Assigned task:
Search the listing for the word "main" and copy every line where it turns up.
======== Extracted information ========
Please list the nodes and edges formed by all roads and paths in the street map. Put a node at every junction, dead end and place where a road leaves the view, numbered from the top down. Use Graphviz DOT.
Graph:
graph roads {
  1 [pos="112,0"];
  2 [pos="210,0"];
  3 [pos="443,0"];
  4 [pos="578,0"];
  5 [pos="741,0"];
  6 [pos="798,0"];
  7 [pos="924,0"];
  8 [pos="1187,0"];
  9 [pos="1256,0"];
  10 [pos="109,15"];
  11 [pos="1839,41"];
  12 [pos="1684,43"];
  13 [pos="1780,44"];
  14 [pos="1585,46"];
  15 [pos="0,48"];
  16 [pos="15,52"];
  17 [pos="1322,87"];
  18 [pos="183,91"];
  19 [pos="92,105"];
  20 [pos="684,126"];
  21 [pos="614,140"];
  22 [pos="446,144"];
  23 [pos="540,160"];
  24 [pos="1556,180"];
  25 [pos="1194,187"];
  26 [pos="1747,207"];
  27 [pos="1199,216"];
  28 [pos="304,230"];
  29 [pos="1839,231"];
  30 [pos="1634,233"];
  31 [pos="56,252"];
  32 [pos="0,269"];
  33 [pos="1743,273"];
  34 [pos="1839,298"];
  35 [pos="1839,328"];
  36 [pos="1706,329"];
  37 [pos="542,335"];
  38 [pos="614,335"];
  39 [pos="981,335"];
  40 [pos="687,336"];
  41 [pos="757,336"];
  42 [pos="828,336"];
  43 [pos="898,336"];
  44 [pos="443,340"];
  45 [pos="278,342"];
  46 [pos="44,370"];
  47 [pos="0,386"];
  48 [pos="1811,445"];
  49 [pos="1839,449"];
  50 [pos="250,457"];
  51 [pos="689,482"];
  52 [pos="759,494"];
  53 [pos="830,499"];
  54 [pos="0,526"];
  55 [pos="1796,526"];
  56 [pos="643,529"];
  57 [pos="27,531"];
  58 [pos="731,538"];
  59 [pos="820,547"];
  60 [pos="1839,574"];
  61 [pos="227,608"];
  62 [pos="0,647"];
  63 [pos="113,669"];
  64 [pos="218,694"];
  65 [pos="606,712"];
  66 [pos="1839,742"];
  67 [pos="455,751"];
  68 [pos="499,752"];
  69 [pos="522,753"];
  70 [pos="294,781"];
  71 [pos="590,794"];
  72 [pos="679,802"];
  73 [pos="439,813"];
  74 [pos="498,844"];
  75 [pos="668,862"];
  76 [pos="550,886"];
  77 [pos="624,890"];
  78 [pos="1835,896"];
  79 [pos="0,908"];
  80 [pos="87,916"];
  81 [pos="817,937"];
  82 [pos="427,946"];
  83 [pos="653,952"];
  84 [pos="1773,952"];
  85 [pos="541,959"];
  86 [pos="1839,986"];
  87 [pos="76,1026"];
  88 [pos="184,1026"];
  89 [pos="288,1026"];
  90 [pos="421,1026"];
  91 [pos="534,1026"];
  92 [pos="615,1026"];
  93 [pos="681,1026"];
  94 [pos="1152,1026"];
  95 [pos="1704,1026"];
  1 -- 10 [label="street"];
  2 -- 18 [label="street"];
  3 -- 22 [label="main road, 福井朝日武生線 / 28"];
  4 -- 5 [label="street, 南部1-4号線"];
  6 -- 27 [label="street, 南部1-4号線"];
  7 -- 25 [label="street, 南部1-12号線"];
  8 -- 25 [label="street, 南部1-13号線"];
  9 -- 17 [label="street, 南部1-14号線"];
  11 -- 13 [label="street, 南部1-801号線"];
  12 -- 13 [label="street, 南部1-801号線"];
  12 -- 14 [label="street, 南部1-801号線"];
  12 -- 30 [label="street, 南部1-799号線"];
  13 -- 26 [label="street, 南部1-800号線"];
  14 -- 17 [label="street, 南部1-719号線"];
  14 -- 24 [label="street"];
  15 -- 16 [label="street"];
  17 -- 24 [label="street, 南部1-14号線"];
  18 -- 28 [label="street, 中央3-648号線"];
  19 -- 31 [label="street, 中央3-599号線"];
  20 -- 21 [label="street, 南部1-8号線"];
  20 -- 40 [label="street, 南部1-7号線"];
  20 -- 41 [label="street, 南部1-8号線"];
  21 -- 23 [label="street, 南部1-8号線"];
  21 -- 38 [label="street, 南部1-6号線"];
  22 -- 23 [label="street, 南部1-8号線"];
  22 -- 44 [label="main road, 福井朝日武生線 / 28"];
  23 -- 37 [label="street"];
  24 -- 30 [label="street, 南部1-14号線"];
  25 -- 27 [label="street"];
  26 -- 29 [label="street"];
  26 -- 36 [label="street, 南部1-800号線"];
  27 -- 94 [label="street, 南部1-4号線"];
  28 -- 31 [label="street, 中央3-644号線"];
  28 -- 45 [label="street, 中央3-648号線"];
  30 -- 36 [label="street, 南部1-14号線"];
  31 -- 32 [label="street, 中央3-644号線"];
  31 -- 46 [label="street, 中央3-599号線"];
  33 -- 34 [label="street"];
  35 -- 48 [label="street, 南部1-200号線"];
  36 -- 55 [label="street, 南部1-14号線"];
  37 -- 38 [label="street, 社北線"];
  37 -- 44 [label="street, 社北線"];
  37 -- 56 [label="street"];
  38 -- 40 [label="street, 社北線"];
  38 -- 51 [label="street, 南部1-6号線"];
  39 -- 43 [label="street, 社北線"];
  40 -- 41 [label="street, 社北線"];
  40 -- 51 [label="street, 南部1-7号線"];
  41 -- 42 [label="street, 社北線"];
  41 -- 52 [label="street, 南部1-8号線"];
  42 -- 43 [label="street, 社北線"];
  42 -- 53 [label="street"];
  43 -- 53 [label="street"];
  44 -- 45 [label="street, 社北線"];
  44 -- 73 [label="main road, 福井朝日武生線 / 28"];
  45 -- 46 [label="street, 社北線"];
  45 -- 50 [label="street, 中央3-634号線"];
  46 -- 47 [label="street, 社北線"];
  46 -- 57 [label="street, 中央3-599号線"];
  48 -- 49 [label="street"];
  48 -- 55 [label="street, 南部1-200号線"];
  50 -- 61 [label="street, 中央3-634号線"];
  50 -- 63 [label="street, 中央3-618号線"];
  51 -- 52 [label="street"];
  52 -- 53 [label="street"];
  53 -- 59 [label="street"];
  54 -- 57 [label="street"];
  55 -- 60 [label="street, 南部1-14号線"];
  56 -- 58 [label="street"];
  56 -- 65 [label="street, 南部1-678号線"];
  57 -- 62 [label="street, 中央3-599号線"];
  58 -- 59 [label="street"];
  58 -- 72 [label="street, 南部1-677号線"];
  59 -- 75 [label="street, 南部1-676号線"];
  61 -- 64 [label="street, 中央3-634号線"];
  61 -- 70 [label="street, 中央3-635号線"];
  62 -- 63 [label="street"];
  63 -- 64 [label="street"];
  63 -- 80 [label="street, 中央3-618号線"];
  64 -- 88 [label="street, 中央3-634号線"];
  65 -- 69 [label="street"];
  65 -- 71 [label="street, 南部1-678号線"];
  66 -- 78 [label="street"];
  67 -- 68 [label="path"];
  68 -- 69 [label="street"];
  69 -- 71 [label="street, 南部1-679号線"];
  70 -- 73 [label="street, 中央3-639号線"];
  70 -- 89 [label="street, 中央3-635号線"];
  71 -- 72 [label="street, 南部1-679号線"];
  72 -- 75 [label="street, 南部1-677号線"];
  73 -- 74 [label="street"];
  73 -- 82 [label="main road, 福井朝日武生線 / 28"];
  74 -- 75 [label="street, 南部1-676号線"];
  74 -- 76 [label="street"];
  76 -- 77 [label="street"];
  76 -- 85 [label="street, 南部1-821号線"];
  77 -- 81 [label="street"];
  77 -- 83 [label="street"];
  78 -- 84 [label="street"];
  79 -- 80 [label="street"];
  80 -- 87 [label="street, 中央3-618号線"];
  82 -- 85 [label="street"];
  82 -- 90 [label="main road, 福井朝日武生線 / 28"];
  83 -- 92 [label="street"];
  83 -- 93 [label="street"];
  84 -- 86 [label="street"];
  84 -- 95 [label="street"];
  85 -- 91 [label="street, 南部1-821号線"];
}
========
Output of the task:
  3 -- 22 [label="main road, 福井朝日武生線 / 28"];
  22 -- 44 [label="main road, 福井朝日武生線 / 28"];
  44 -- 73 [label="main road, 福井朝日武生線 / 28"];
  73 -- 82 [label="main road, 福井朝日武生線 / 28"];
  82 -- 90 [label="main road, 福井朝日武生線 / 28"];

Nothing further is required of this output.